Task details>
In the entries below, spot each line with the word "Zuidweg" and copy it.

(Stored data entries)
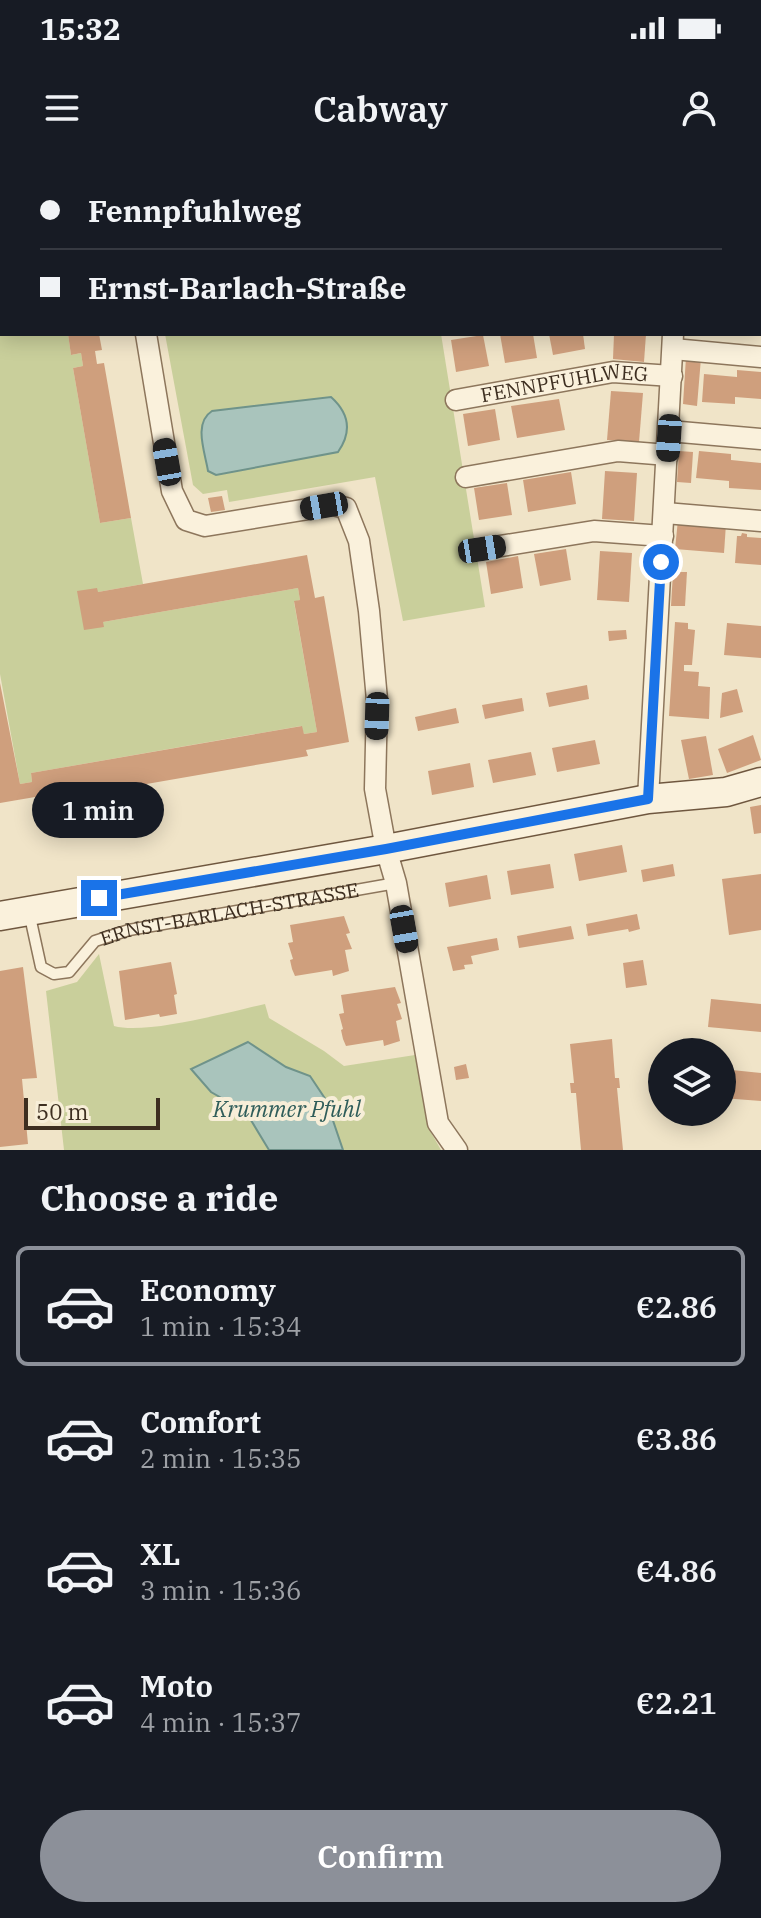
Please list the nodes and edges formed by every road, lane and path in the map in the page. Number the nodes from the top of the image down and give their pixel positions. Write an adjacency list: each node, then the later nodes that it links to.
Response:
1 (146, 336): 16 (street)
2 (673, 341): 3 (street, FENNPFUHLWEG); 4 (street, FENNPFUHLWEG)
3 (761, 357)
4 (672, 376): 5 (street, FENNPFUHLWEG); 6 (street, FENNPFUHLWEG)
5 (456, 400)
6 (669, 431): 7 (street); 8 (street, FENNPFUHLWEG)
7 (761, 439)
8 (668, 455): 9 (street); 10 (street, FENNPFUHLWEG)
9 (466, 477)
10 (665, 513): 11 (street); 12 (street, FENNPFUHLWEG)
11 (761, 521)
12 (663, 536): 13 (street); 15 (street, FENNPFUHLWEG)
13 (482, 549)
14 (761, 782): 15 (main road, ERNST-BARLACH-STRASSE)
15 (648, 799): 16 (main road, ERNST-BARLACH-STRASSE)
16 (386, 849): 17 (street); 18 (main road, ERNST-BARLACH-STRASSE)
17 (396, 883): 18 (lane, ERNST-BARLACH-STRASSE); 20 (street)
18 (29, 911): 19 (main road, ERNST-BARLACH-STRASSE)
19 (0, 916)
20 (457, 1150)

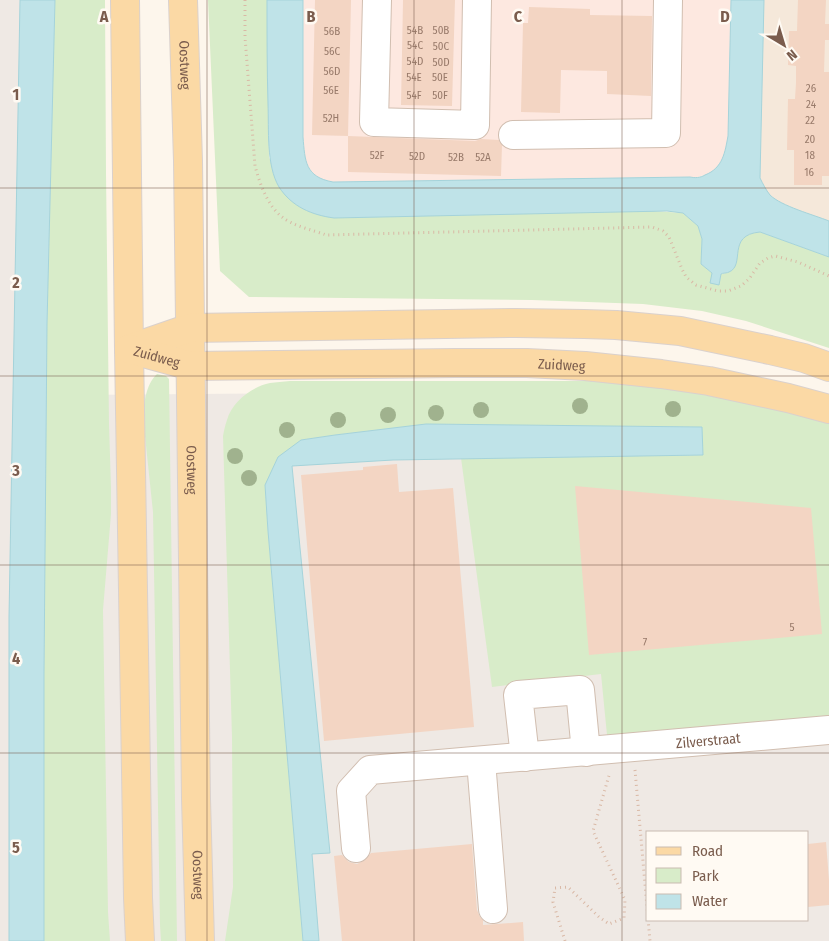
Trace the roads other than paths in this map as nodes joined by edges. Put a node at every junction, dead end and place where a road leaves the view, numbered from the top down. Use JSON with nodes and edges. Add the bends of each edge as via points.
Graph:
{"nodes":[{"id":1,"x":126,"y":0,"type":"edge"},
{"id":2,"x":183,"y":0,"type":"edge"},
{"id":3,"x":377,"y":0,"type":"edge"},
{"id":4,"x":477,"y":0,"type":"edge"},
{"id":5,"x":668,"y":0,"type":"edge"},
{"id":6,"x":513,"y":136,"type":"dead end"},
{"id":7,"x":190,"y":328,"type":"junction"},
{"id":8,"x":129,"y":349,"type":"junction"},
{"id":9,"x":190,"y":366,"type":"junction"},
{"id":10,"x":829,"y":367,"type":"edge"},
{"id":11,"x":829,"y":409,"type":"edge"},
{"id":12,"x":829,"y":730,"type":"edge"},
{"id":13,"x":586,"y":752,"type":"junction"},
{"id":14,"x":525,"y":757,"type":"junction"},
{"id":15,"x":481,"y":761,"type":"junction"},
{"id":16,"x":356,"y":848,"type":"dead end"},
{"id":17,"x":493,"y":909,"type":"dead end"},
{"id":18,"x":140,"y":941,"type":"edge"},
{"id":19,"x":200,"y":941,"type":"edge"}],
"edges":[{"from":1,"to":8,"type":"main road"},
{"from":2,"to":7,"type":"main road","name":"Oostweg"},
{"from":3,"to":4,"type":"street","via":[[374,122],[475,125]]},
{"from":5,"to":6,"type":"street","via":[[666,134]]},
{"from":7,"to":8,"type":"main road","name":"Zuidweg"},
{"from":7,"to":9,"type":"main road","name":"Oostweg"},
{"from":7,"to":10,"type":"main road","name":"Zuidweg","via":[[516,323],[616,325],[680,331],[804,358]]},
{"from":8,"to":9,"type":"main road","name":"Zuidweg"},
{"from":8,"to":18,"type":"main road"},
{"from":9,"to":11,"type":"main road","name":"Zuidweg","via":[[494,363],[585,366],[708,381]]},
{"from":9,"to":19,"type":"main road","name":"Oostweg"},
{"from":12,"to":13,"type":"street","name":"Zilverstraat"},
{"from":13,"to":14,"type":"street","name":"Zilverstraat"},
{"from":13,"to":14,"type":"street","via":[[580,690],[518,695]]},
{"from":14,"to":15,"type":"street","name":"Zilverstraat"},
{"from":15,"to":16,"type":"street","name":"Zilverstraat","via":[[370,770],[351,791]]},
{"from":15,"to":17,"type":"street"}]}
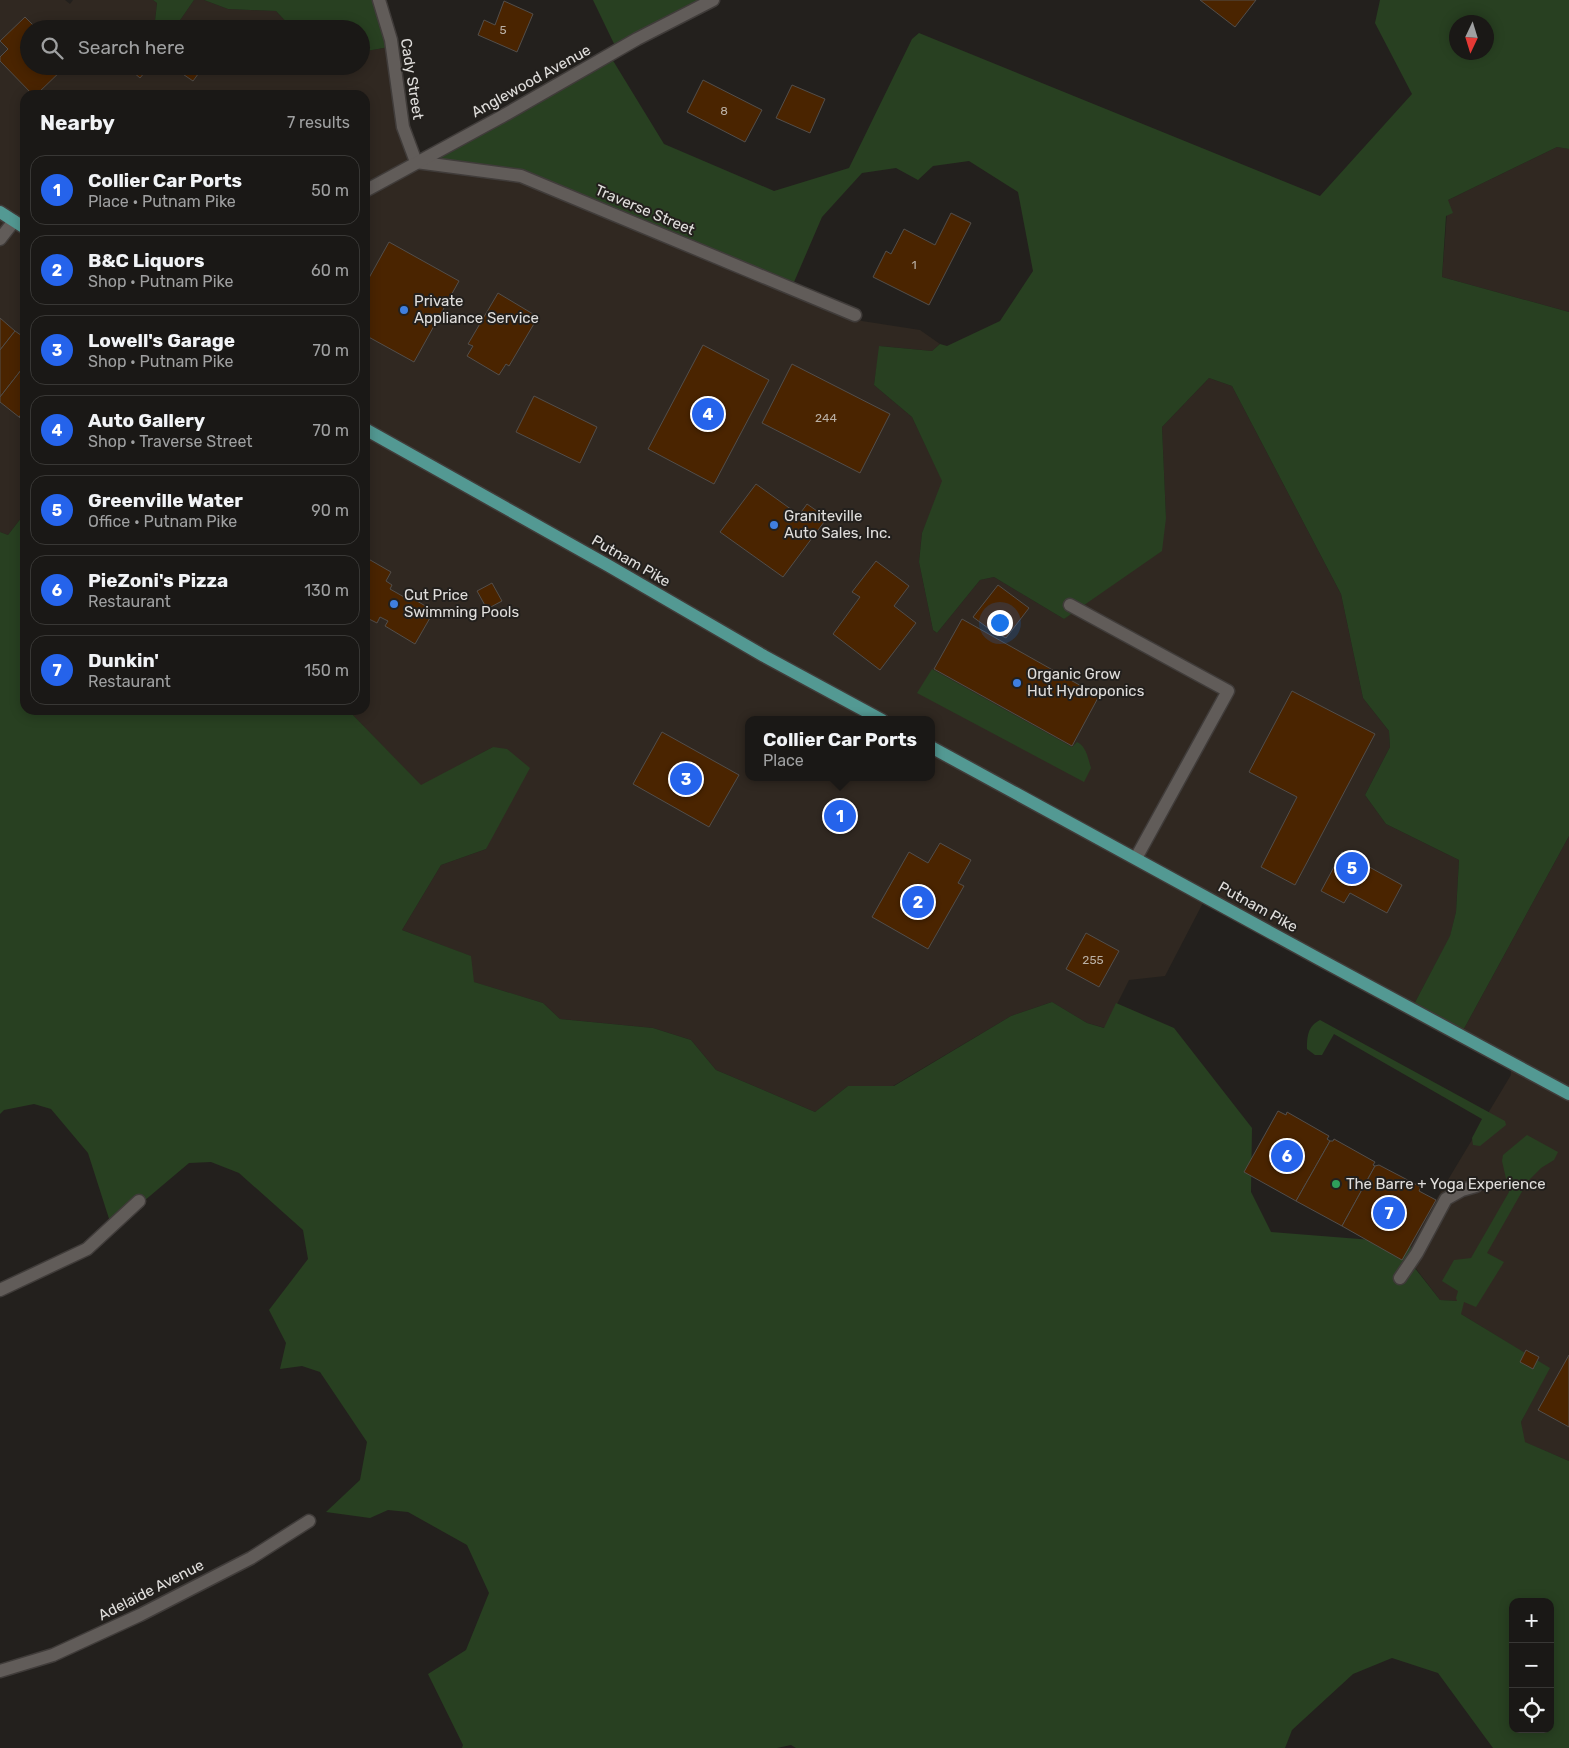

Output of the task>
{"from":7,"to":8,"type":"main road","name":"Zuidweg"},
{"from":7,"to":10,"type":"main road","name":"Zuidweg","via":[[516,323],[616,325],[680,331],[804,358]]},
{"from":8,"to":9,"type":"main road","name":"Zuidweg"},
{"from":9,"to":11,"type":"main road","name":"Zuidweg","via":[[494,363],[585,366],[708,381]]},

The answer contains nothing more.